- [What you should do] Whichever lines of the entries hold the word "Quatre" should be identified and copied.

== == ==

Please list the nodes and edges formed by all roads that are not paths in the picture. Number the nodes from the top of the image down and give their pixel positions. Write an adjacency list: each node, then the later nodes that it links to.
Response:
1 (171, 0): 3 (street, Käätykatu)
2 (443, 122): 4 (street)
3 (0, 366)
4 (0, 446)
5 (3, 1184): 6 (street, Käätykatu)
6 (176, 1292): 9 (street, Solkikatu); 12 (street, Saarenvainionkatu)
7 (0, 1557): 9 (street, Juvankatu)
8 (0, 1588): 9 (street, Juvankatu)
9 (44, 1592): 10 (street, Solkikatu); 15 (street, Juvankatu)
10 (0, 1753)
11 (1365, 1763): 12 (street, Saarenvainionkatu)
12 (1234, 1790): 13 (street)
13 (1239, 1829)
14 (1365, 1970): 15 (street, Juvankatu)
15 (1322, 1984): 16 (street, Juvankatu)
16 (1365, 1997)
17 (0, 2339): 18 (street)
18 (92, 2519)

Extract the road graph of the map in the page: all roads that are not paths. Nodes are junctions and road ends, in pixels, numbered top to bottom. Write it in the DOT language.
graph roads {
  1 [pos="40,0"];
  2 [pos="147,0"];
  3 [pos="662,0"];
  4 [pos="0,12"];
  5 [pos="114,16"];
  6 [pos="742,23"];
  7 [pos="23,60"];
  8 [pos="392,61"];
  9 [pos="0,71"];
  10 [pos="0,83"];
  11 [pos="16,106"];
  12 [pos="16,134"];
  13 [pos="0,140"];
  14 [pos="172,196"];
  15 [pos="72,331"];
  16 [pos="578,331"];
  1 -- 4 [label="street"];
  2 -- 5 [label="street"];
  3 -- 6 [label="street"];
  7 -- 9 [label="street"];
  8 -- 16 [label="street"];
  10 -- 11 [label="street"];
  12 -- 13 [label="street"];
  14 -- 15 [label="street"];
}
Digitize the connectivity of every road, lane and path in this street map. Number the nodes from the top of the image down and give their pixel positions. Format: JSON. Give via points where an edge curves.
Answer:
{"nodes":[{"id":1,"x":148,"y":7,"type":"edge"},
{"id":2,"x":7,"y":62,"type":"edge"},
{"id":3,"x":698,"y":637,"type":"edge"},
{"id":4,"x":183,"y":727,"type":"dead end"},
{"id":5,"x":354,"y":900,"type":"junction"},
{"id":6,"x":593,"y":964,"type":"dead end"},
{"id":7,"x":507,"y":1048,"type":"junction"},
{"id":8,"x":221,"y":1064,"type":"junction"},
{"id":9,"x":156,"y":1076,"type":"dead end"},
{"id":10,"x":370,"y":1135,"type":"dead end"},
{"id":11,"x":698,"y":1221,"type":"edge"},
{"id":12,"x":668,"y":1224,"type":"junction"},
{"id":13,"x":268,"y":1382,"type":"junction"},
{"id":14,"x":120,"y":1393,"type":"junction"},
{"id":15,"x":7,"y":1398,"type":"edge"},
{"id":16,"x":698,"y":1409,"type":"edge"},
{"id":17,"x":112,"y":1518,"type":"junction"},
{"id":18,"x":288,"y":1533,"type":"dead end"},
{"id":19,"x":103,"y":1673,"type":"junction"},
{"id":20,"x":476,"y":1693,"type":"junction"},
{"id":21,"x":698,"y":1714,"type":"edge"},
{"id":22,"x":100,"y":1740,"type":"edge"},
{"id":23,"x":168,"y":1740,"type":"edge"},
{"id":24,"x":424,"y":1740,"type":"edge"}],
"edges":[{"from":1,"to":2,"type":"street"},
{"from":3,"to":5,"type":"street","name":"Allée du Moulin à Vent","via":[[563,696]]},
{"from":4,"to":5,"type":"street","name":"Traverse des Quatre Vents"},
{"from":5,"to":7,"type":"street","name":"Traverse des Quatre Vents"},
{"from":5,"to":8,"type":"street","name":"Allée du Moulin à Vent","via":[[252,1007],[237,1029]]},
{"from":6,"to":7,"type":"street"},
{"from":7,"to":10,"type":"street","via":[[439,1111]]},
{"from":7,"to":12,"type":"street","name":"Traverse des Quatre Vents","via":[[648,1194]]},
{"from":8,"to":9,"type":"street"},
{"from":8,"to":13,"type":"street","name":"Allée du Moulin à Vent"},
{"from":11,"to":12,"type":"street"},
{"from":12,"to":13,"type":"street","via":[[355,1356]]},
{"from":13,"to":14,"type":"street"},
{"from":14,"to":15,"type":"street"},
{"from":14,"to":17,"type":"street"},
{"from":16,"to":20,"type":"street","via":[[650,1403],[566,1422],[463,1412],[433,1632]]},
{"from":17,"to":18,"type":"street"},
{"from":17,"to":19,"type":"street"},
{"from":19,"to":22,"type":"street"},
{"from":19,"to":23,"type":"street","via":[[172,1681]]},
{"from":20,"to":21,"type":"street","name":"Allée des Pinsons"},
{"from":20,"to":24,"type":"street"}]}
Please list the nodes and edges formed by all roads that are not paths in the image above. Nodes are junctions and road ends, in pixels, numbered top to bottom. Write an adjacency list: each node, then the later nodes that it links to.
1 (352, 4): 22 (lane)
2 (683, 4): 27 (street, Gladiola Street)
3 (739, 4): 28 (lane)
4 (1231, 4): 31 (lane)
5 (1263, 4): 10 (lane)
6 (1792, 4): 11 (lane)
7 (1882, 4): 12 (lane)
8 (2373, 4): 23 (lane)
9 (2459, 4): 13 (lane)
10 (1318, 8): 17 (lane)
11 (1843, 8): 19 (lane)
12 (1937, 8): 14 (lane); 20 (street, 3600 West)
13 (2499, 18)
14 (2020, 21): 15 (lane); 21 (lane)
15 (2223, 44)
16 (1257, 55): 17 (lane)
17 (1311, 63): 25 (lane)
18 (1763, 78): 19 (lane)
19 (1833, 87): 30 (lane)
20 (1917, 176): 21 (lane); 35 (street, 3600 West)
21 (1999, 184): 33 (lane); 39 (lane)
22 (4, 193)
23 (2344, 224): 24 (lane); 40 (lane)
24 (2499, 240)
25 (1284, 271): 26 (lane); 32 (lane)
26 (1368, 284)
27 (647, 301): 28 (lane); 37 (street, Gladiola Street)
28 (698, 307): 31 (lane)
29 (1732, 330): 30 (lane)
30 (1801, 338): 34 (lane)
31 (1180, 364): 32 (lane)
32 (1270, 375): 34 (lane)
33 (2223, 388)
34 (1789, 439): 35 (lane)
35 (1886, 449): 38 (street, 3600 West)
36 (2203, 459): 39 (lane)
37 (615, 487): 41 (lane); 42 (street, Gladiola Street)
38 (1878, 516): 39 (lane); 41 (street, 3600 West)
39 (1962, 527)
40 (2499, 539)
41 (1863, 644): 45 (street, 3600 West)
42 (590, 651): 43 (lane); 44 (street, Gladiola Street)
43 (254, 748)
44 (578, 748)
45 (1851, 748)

== == ==

- [Exercise solution]
{"from":4,"to":5,"type":"street","name":"Traverse des Quatre Vents"},
{"from":5,"to":7,"type":"street","name":"Traverse des Quatre Vents"},
{"from":7,"to":12,"type":"street","name":"Traverse des Quatre Vents","via":[[648,1194]]},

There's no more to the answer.